An initial batch of 15,000 doses of medical-cannabis oil will be ready for distribution among some registered people in need within the coming month, the Public Health Ministry announced on Tuesday.

Minister Piyasakol Sakolsatayadorn said the Government Pharmaceutical Organisation (GPO) had begun harvesting medical-grade cannabis to use in producing cannabinoid medicines, so doses should be ready as early as the end of this month.

Dr Piyasakol said the GPO would prepare 10,000 drops of cannabis oil to be taken sublingually (under the tongue) and Chaophraya Abhaibhubejhr Hospital another 5,000 doses.

He acknowledged the initial amount was not enough to meet demand and would in fact be entirely distributed among volunteers enrolled in a trial process.

But he promised that production would be expanded in coming phases to ensure an adequate supply.

“In the first phase from July to September, people who have been certified by a doctor as being likely to benefit from cannabis can only get their prescribed medicine at major hospitals in Bangkok and the provincial hospitals,” Piyasakol said.

“In the second phase, starting by April next year, they’ll have access to the medicine at every hospital.”

He said the ministry had meanwhile prepared guidelines for both medical practitioners and recipients to ensure the distribution system is efficient and circumspective and to prevent abuses or inappropriate access.

GPO chairman Dr Sopon Mekthon said his agency planned to expand cultivation by investing in new greenhouses.
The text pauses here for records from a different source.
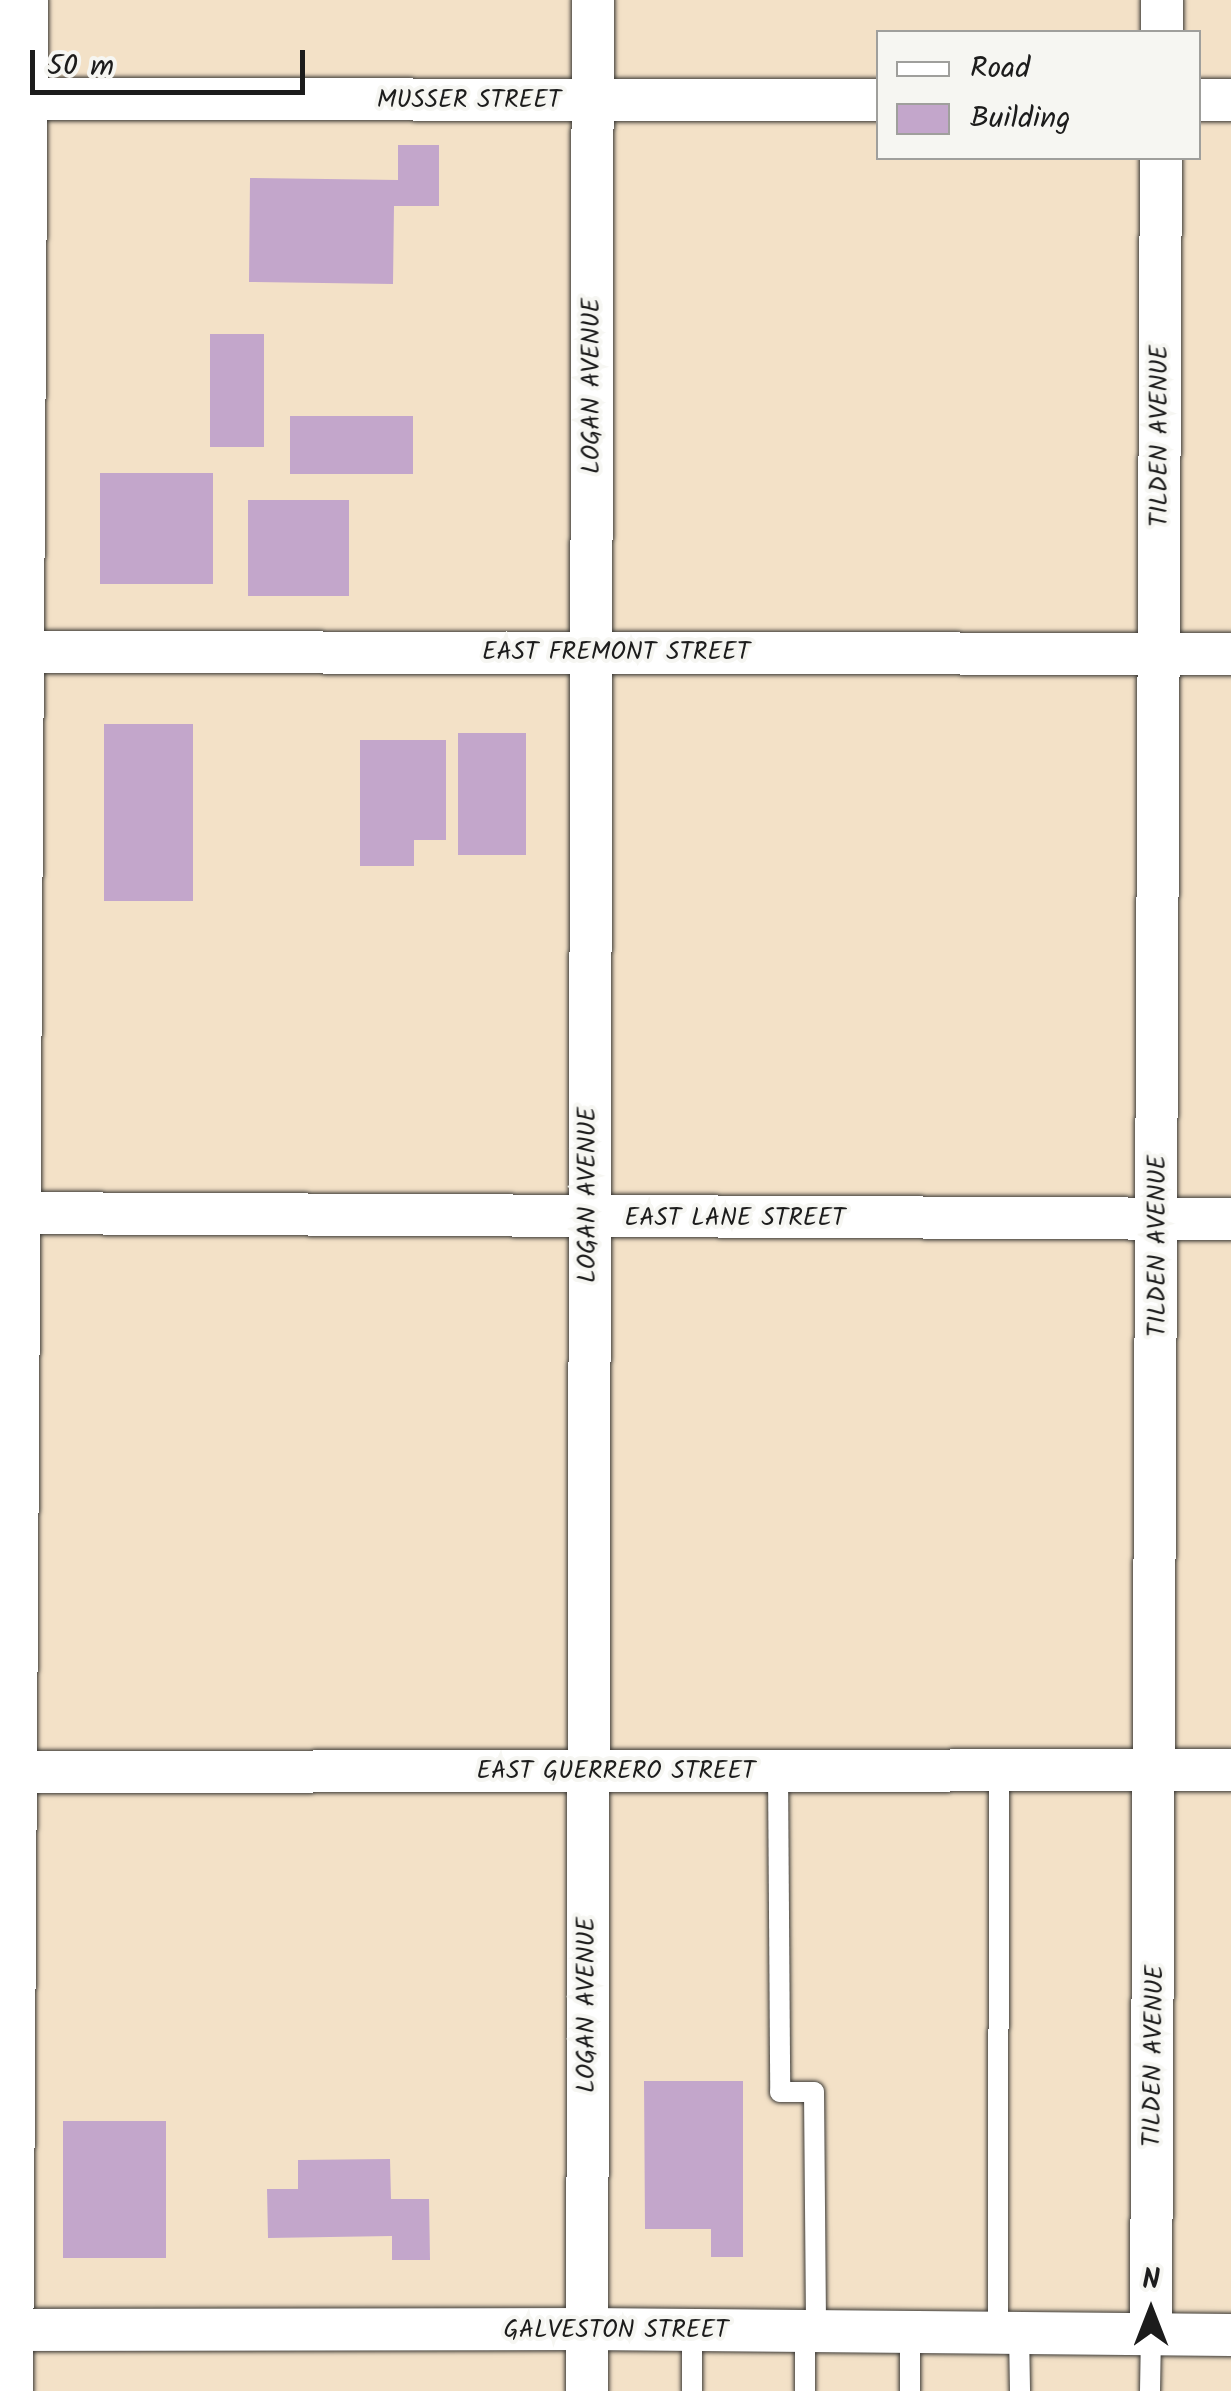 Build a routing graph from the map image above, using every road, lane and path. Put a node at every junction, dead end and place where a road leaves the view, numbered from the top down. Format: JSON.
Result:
{"nodes":[{"id":1,"x":22,"y":0,"type":"edge"},
{"id":2,"x":593,"y":0,"type":"edge"},
{"id":3,"x":1162,"y":0,"type":"edge"},
{"id":4,"x":1162,"y":30,"type":"edge"},
{"id":5,"x":10,"y":99,"type":"edge"},
{"id":6,"x":593,"y":100,"type":"junction"},
{"id":7,"x":876,"y":100,"type":"edge"},
{"id":8,"x":1201,"y":100,"type":"edge"},
{"id":9,"x":1231,"y":100,"type":"edge"},
{"id":10,"x":1161,"y":160,"type":"edge"},
{"id":11,"x":8,"y":652,"type":"edge"},
{"id":12,"x":590,"y":652,"type":"junction"},
{"id":13,"x":1159,"y":653,"type":"junction"},
{"id":14,"x":1231,"y":654,"type":"edge"},
{"id":15,"x":8,"y":808,"type":"edge"},
{"id":16,"x":6,"y":1213,"type":"edge"},
{"id":17,"x":588,"y":1218,"type":"junction"},
{"id":18,"x":1231,"y":1219,"type":"edge"},
{"id":19,"x":1159,"y":1220,"type":"junction"},
{"id":20,"x":999,"y":1770,"type":"junction"},
{"id":21,"x":1156,"y":1770,"type":"junction"},
{"id":22,"x":1231,"y":1770,"type":"edge"},
{"id":23,"x":588,"y":1771,"type":"junction"},
{"id":24,"x":778,"y":1771,"type":"junction"},
{"id":25,"x":6,"y":1772,"type":"edge"},
{"id":26,"x":587,"y":2329,"type":"junction"},
{"id":27,"x":4,"y":2330,"type":"edge"},
{"id":28,"x":692,"y":2330,"type":"junction"},
{"id":29,"x":811,"y":2331,"type":"junction"},
{"id":30,"x":910,"y":2332,"type":"junction"},
{"id":31,"x":1009,"y":2332,"type":"junction"},
{"id":32,"x":1151,"y":2334,"type":"junction"},
{"id":33,"x":1231,"y":2335,"type":"edge"},
{"id":34,"x":8,"y":2391,"type":"edge"},
{"id":35,"x":587,"y":2391,"type":"edge"},
{"id":36,"x":692,"y":2391,"type":"edge"},
{"id":37,"x":805,"y":2391,"type":"edge"},
{"id":38,"x":910,"y":2391,"type":"edge"},
{"id":39,"x":1020,"y":2391,"type":"edge"},
{"id":40,"x":1150,"y":2391,"type":"edge"}],
"edges":[{"from":1,"to":5,"type":"street"},
{"from":2,"to":6,"type":"street","name":"LOGAN AVENUE"},
{"from":3,"to":4,"type":"street"},
{"from":5,"to":6,"type":"street","name":"MUSSER STREET"},
{"from":5,"to":11,"type":"street"},
{"from":6,"to":7,"type":"street","name":"MUSSER STREET"},
{"from":6,"to":12,"type":"street","name":"LOGAN AVENUE"},
{"from":8,"to":9,"type":"street"},
{"from":10,"to":13,"type":"street","name":"TILDEN AVENUE"},
{"from":11,"to":12,"type":"street","name":"EAST FREMONT STREET"},
{"from":11,"to":15,"type":"street"},
{"from":12,"to":13,"type":"street","name":"EAST FREMONT STREET"},
{"from":12,"to":17,"type":"street","name":"LOGAN AVENUE"},
{"from":13,"to":14,"type":"street","name":"EAST FREMONT STREET"},
{"from":13,"to":19,"type":"street","name":"TILDEN AVENUE"},
{"from":15,"to":16,"type":"street"},
{"from":16,"to":17,"type":"street","name":"EAST LANE STREET"},
{"from":16,"to":25,"type":"street"},
{"from":17,"to":19,"type":"street","name":"EAST LANE STREET"},
{"from":17,"to":23,"type":"street","name":"LOGAN AVENUE"},
{"from":18,"to":19,"type":"street","name":"EAST LANE STREET"},
{"from":19,"to":21,"type":"street","name":"TILDEN AVENUE"},
{"from":20,"to":21,"type":"street","name":"EAST GUERRERO STREET"},
{"from":20,"to":24,"type":"street","name":"EAST GUERRERO STREET"},
{"from":20,"to":31,"type":"lane"},
{"from":21,"to":22,"type":"street","name":"EAST GUERRERO STREET"},
{"from":21,"to":32,"type":"street","name":"TILDEN AVENUE"},
{"from":23,"to":24,"type":"street","name":"EAST GUERRERO STREET"},
{"from":23,"to":25,"type":"street","name":"EAST GUERRERO STREET"},
{"from":23,"to":26,"type":"street","name":"LOGAN AVENUE"},
{"from":24,"to":29,"type":"lane"},
{"from":25,"to":27,"type":"street"},
{"from":26,"to":27,"type":"street","name":"GALVESTON STREET"},
{"from":26,"to":28,"type":"street","name":"GALVESTON STREET"},
{"from":26,"to":35,"type":"street","name":"LOGAN AVENUE"},
{"from":27,"to":34,"type":"street"},
{"from":28,"to":29,"type":"street","name":"GALVESTON STREET"},
{"from":28,"to":36,"type":"lane"},
{"from":29,"to":30,"type":"street","name":"GALVESTON STREET"},
{"from":29,"to":37,"type":"lane"},
{"from":30,"to":31,"type":"street","name":"GALVESTON STREET"},
{"from":30,"to":38,"type":"lane"},
{"from":31,"to":32,"type":"street","name":"GALVESTON STREET"},
{"from":31,"to":39,"type":"lane"},
{"from":32,"to":33,"type":"street","name":"GALVESTON STREET"},
{"from":32,"to":40,"type":"lane"}]}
“It not only assures larger cannabis yields but also helps reduce production costs by up to eightfold, compared to cultivating in a normal indoor situation,” Sopon said.

“We are now studying the types and specifications of greenhouses suited to intensive cannabis cultivation and expect to start construction next year.”
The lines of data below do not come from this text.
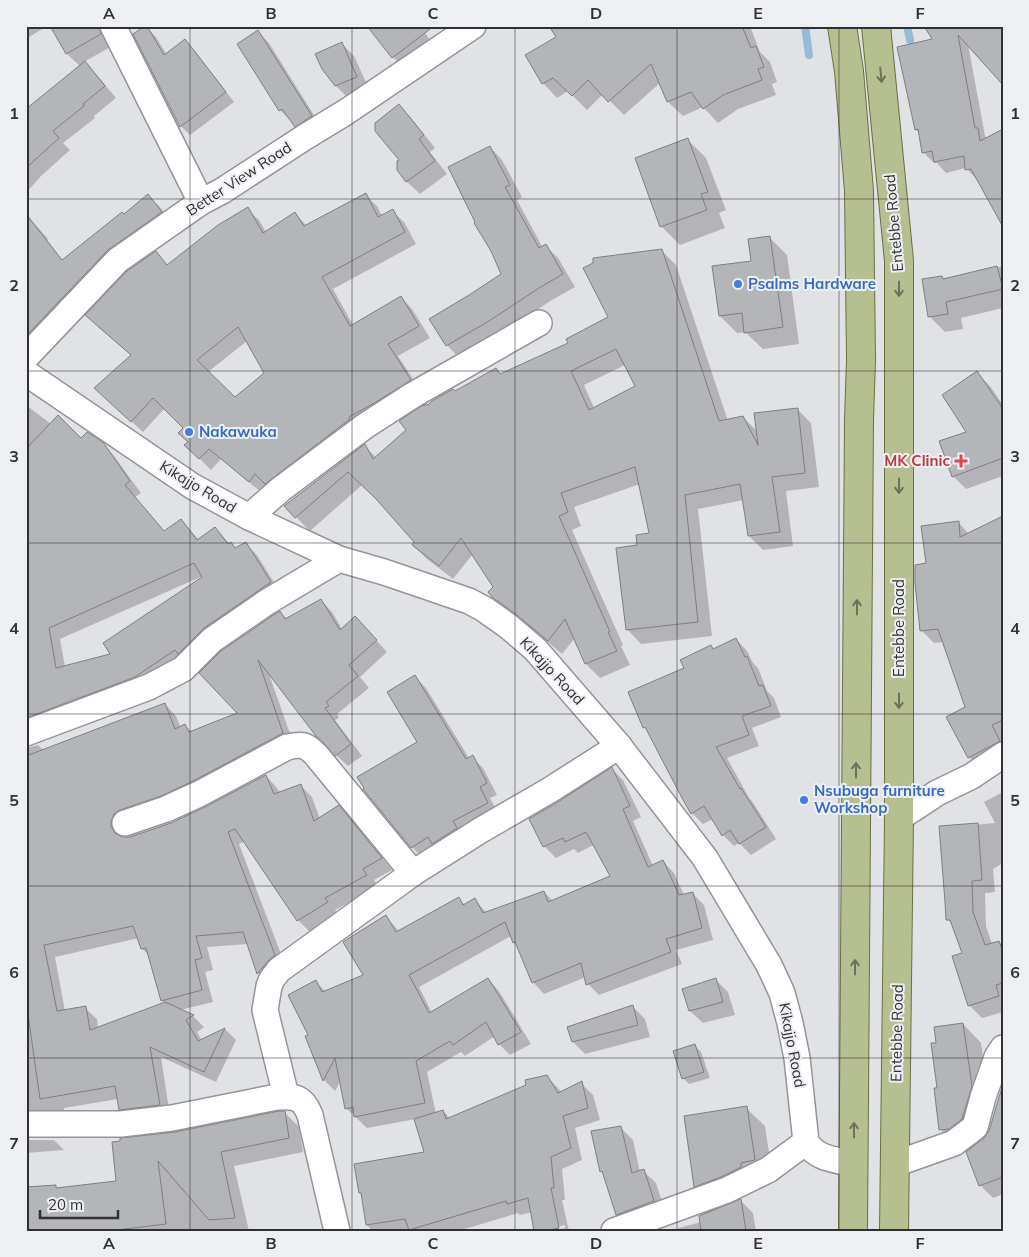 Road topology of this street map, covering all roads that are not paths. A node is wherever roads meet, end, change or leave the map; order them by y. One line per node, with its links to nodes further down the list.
1 (113, 26): 5 (street)
2 (473, 26): 5 (street, Better View Road)
3 (842, 26): 21 (main road, one-way to 3)
4 (876, 26): 14 (main road, Entebbe Road, one-way to 14)
5 (201, 202): 7 (street, Better View Road)
6 (539, 323): 9 (street)
7 (26, 357)
8 (26, 373): 9 (street, Kikajjo Road)
9 (249, 517): 10 (street, Kikajjo Road)
10 (339, 559): 11 (street); 12 (street, Kikajjo Road)
11 (26, 733)
12 (618, 746): 16 (street); 20 (street, Kikajjo Road)
13 (1003, 755): 14 (street)
14 (900, 818): 22 (main road, Entebbe Road)
15 (125, 823): 16 (street)
16 (413, 873): 18 (street)
17 (1003, 1048): 22 (street)
18 (286, 1096): 19 (street); 23 (street)
19 (26, 1124)
20 (806, 1142): 21 (street); 24 (street)
21 (854, 1164): 25 (main road)
22 (895, 1164): 26 (main road, Entebbe Road)
23 (337, 1231)
24 (614, 1231)
25 (853, 1231)
26 (894, 1231)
Sopon noted that the World Health Organisation could drop CBD (major chemical compound cannabidiol) from its list of illicit narcotics next year, which would remove a prohibition on planting specific strains that have CBD as the primary component. Licensed farmers would be able to cultivate these strains, he said.

“If people are allowed to legally plant CBD-rich cannabis, we plan to buy the crops from them on a contractual basis as another way to obtain more cannabis for producing medicine.

“But the GPO will only accept cannabis that meets our medical-grade standards to ensure the safety of our products.”

Sopon said the GPO had already begun cultivating CBD-rich cannabis itself to be ready for the WHO policy change anticipated next year.